What the exercise asks: In full and without changes, output the data.

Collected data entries
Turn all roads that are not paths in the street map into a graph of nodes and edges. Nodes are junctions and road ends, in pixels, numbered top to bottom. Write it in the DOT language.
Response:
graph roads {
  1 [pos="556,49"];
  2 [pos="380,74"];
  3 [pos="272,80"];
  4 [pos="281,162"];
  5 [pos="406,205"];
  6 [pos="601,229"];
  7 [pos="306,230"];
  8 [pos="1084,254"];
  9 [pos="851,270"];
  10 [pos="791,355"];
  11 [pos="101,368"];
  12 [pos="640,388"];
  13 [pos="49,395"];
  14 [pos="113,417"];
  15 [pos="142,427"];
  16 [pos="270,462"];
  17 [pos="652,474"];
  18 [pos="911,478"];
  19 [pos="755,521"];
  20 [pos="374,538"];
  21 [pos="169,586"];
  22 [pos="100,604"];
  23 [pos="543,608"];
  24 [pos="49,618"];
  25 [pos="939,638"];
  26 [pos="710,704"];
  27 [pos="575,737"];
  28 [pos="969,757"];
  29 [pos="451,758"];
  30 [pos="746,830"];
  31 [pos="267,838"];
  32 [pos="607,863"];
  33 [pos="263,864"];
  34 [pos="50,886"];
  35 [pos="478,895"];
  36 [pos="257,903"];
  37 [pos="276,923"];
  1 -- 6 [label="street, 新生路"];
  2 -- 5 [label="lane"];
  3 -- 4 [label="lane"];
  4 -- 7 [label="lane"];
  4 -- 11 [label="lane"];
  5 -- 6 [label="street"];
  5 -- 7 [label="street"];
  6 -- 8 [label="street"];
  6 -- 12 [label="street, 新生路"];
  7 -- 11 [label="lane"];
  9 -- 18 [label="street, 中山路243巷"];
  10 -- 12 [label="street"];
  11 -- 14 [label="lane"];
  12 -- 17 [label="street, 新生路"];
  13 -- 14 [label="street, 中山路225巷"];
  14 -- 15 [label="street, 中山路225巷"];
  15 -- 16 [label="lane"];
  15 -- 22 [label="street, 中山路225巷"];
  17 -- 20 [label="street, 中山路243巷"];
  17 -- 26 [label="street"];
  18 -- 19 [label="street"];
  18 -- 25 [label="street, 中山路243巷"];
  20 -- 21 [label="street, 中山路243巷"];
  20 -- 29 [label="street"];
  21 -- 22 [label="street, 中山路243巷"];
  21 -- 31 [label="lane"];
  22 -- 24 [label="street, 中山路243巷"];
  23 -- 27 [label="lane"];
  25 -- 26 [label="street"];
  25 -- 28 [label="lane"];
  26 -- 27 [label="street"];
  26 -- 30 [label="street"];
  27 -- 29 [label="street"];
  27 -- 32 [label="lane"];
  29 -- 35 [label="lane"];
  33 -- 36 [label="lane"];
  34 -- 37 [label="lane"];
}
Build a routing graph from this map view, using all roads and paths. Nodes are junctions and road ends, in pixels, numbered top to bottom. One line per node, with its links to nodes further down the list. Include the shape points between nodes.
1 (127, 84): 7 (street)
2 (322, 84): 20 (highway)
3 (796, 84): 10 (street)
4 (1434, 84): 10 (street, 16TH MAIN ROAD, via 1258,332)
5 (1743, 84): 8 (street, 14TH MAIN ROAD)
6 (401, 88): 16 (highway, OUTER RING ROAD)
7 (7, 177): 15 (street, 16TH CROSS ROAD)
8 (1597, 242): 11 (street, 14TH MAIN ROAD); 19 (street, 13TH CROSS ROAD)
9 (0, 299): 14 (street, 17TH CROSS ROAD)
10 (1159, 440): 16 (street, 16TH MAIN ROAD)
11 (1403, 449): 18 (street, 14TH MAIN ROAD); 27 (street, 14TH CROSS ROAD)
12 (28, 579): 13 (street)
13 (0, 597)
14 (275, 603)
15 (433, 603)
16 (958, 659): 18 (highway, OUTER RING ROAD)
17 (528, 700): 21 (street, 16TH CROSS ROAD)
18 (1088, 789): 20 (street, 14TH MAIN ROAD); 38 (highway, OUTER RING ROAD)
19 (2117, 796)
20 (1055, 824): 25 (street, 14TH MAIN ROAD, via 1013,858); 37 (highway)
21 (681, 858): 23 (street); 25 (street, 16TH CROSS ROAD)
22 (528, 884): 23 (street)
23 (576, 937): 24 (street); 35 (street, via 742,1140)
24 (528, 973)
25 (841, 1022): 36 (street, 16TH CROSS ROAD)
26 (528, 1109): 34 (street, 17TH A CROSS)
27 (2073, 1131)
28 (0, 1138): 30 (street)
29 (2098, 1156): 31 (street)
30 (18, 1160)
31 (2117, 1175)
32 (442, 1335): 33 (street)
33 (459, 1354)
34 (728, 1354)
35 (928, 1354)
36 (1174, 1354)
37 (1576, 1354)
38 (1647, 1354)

Written response:
Turn all roads that are not paths in the street map into a graph of nodes and edges. Nodes are junctions and road ends, in pixels, numbered top to bottom. Write it in the DOT language.
Response:
graph roads {
  1 [pos="556,49"];
  2 [pos="380,74"];
  3 [pos="272,80"];
  4 [pos="281,162"];
  5 [pos="406,205"];
  6 [pos="601,229"];
  7 [pos="306,230"];
  8 [pos="1084,254"];
  9 [pos="851,270"];
  10 [pos="791,355"];
  11 [pos="101,368"];
  12 [pos="640,388"];
  13 [pos="49,395"];
  14 [pos="113,417"];
  15 [pos="142,427"];
  16 [pos="270,462"];
  17 [pos="652,474"];
  18 [pos="911,478"];
  19 [pos="755,521"];
  20 [pos="374,538"];
  21 [pos="169,586"];
  22 [pos="100,604"];
  23 [pos="543,608"];
  24 [pos="49,618"];
  25 [pos="939,638"];
  26 [pos="710,704"];
  27 [pos="575,737"];
  28 [pos="969,757"];
  29 [pos="451,758"];
  30 [pos="746,830"];
  31 [pos="267,838"];
  32 [pos="607,863"];
  33 [pos="263,864"];
  34 [pos="50,886"];
  35 [pos="478,895"];
  36 [pos="257,903"];
  37 [pos="276,923"];
  1 -- 6 [label="street, 新生路"];
  2 -- 5 [label="lane"];
  3 -- 4 [label="lane"];
  4 -- 7 [label="lane"];
  4 -- 11 [label="lane"];
  5 -- 6 [label="street"];
  5 -- 7 [label="street"];
  6 -- 8 [label="street"];
  6 -- 12 [label="street, 新生路"];
  7 -- 11 [label="lane"];
  9 -- 18 [label="street, 中山路243巷"];
  10 -- 12 [label="street"];
  11 -- 14 [label="lane"];
  12 -- 17 [label="street, 新生路"];
  13 -- 14 [label="street, 中山路225巷"];
  14 -- 15 [label="street, 中山路225巷"];
  15 -- 16 [label="lane"];
  15 -- 22 [label="street, 中山路225巷"];
  17 -- 20 [label="street, 中山路243巷"];
  17 -- 26 [label="street"];
  18 -- 19 [label="street"];
  18 -- 25 [label="street, 中山路243巷"];
  20 -- 21 [label="street, 中山路243巷"];
  20 -- 29 [label="street"];
  21 -- 22 [label="street, 中山路243巷"];
  21 -- 31 [label="lane"];
  22 -- 24 [label="street, 中山路243巷"];
  23 -- 27 [label="lane"];
  25 -- 26 [label="street"];
  25 -- 28 [label="lane"];
  26 -- 27 [label="street"];
  26 -- 30 [label="street"];
  27 -- 29 [label="street"];
  27 -- 32 [label="lane"];
  29 -- 35 [label="lane"];
  33 -- 36 [label="lane"];
  34 -- 37 [label="lane"];
}
Build a routing graph from this map view, using all roads and paths. Nodes are junctions and road ends, in pixels, numbered top to bottom. One line per node, with its links to nodes further down the list. Include the shape points between nodes.
1 (127, 84): 7 (street)
2 (322, 84): 20 (highway)
3 (796, 84): 10 (street)
4 (1434, 84): 10 (street, 16TH MAIN ROAD, via 1258,332)
5 (1743, 84): 8 (street, 14TH MAIN ROAD)
6 (401, 88): 16 (highway, OUTER RING ROAD)
7 (7, 177): 15 (street, 16TH CROSS ROAD)
8 (1597, 242): 11 (street, 14TH MAIN ROAD); 19 (street, 13TH CROSS ROAD)
9 (0, 299): 14 (street, 17TH CROSS ROAD)
10 (1159, 440): 16 (street, 16TH MAIN ROAD)
11 (1403, 449): 18 (street, 14TH MAIN ROAD); 27 (street, 14TH CROSS ROAD)
12 (28, 579): 13 (street)
13 (0, 597)
14 (275, 603)
15 (433, 603)
16 (958, 659): 18 (highway, OUTER RING ROAD)
17 (528, 700): 21 (street, 16TH CROSS ROAD)
18 (1088, 789): 20 (street, 14TH MAIN ROAD); 38 (highway, OUTER RING ROAD)
19 (2117, 796)
20 (1055, 824): 25 (street, 14TH MAIN ROAD, via 1013,858); 37 (highway)
21 (681, 858): 23 (street); 25 (street, 16TH CROSS ROAD)
22 (528, 884): 23 (street)
23 (576, 937): 24 (street); 35 (street, via 742,1140)
24 (528, 973)
25 (841, 1022): 36 (street, 16TH CROSS ROAD)
26 (528, 1109): 34 (street, 17TH A CROSS)
27 (2073, 1131)
28 (0, 1138): 30 (street)
29 (2098, 1156): 31 (street)
30 (18, 1160)
31 (2117, 1175)
32 (442, 1335): 33 (street)
33 (459, 1354)
34 (728, 1354)
35 (928, 1354)
36 (1174, 1354)
37 (1576, 1354)
38 (1647, 1354)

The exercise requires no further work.